--- Task instructions ---
Establish how many lines below contain the string "VERDÍN". Respond with that number alone.

[Dataset entries — start]

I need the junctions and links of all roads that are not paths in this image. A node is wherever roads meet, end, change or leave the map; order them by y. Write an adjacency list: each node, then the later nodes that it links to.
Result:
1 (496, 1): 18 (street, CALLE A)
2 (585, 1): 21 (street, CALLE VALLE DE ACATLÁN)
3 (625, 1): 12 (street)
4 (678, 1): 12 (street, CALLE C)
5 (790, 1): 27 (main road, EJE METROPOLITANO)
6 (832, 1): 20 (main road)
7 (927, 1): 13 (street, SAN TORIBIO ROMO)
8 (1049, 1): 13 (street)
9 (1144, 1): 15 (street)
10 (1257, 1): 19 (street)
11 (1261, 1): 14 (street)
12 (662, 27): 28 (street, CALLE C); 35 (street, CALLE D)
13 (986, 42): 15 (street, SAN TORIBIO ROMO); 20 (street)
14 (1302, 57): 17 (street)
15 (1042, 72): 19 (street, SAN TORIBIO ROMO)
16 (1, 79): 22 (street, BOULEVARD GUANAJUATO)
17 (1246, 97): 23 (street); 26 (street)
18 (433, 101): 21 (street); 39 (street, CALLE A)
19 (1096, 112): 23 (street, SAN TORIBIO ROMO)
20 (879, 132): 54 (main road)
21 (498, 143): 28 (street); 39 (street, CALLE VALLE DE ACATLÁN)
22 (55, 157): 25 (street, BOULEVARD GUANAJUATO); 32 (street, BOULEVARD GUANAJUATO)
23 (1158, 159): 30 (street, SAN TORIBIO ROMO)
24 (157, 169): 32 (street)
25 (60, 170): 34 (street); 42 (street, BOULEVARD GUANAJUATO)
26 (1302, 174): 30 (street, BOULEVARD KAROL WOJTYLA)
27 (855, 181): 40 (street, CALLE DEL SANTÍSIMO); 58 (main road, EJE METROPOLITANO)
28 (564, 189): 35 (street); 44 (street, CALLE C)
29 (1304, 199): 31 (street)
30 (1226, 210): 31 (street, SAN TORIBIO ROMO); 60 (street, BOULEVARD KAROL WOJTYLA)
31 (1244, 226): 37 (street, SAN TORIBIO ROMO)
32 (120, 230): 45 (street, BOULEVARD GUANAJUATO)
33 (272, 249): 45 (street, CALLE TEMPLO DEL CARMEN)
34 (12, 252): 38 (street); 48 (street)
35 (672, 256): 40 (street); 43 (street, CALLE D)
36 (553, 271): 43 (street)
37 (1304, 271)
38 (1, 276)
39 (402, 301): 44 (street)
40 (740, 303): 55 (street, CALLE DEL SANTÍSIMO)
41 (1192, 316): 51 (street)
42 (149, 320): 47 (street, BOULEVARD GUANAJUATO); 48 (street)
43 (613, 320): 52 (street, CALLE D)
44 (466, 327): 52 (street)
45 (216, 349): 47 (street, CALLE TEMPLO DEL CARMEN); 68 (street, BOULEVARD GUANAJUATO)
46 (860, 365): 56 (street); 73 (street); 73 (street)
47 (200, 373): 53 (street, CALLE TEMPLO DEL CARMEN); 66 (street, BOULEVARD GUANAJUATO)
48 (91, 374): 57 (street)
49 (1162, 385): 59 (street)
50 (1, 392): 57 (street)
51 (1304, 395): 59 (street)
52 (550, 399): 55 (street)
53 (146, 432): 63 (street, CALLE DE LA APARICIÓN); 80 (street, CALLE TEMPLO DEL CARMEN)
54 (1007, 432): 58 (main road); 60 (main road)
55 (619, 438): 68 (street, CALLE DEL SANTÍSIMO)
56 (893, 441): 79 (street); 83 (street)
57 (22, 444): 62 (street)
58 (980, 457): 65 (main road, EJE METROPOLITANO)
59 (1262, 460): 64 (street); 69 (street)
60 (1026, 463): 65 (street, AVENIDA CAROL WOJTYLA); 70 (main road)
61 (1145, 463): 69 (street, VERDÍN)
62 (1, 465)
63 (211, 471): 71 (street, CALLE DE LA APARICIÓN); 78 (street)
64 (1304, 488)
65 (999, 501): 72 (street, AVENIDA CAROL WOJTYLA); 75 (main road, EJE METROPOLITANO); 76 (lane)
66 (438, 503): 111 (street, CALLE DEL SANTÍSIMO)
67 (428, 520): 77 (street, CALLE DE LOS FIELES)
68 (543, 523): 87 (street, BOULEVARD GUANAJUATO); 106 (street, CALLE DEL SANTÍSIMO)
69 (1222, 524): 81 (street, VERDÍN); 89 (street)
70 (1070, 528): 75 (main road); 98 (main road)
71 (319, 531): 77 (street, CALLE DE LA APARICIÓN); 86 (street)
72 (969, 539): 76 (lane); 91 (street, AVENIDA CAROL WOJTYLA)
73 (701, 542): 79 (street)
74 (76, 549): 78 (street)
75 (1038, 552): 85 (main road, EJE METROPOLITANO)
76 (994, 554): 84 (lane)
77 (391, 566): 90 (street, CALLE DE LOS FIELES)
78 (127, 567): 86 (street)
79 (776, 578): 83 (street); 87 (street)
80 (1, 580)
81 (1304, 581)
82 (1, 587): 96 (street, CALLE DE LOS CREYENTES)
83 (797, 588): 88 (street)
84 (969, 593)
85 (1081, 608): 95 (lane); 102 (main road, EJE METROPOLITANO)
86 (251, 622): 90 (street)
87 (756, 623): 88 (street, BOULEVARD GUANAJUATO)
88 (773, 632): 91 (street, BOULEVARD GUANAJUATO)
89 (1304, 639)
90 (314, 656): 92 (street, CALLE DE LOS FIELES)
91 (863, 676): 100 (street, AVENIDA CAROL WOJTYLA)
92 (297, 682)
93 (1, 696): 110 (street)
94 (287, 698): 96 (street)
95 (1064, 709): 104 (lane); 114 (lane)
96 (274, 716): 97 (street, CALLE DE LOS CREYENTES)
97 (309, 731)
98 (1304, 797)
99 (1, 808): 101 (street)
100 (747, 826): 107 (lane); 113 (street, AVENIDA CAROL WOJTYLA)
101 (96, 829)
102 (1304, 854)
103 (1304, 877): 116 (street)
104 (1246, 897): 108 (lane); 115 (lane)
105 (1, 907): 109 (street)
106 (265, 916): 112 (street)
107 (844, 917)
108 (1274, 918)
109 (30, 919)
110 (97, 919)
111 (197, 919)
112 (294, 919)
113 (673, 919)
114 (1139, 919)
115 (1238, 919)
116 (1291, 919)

[Dataset entries — finish]

--- Result for this task ---
2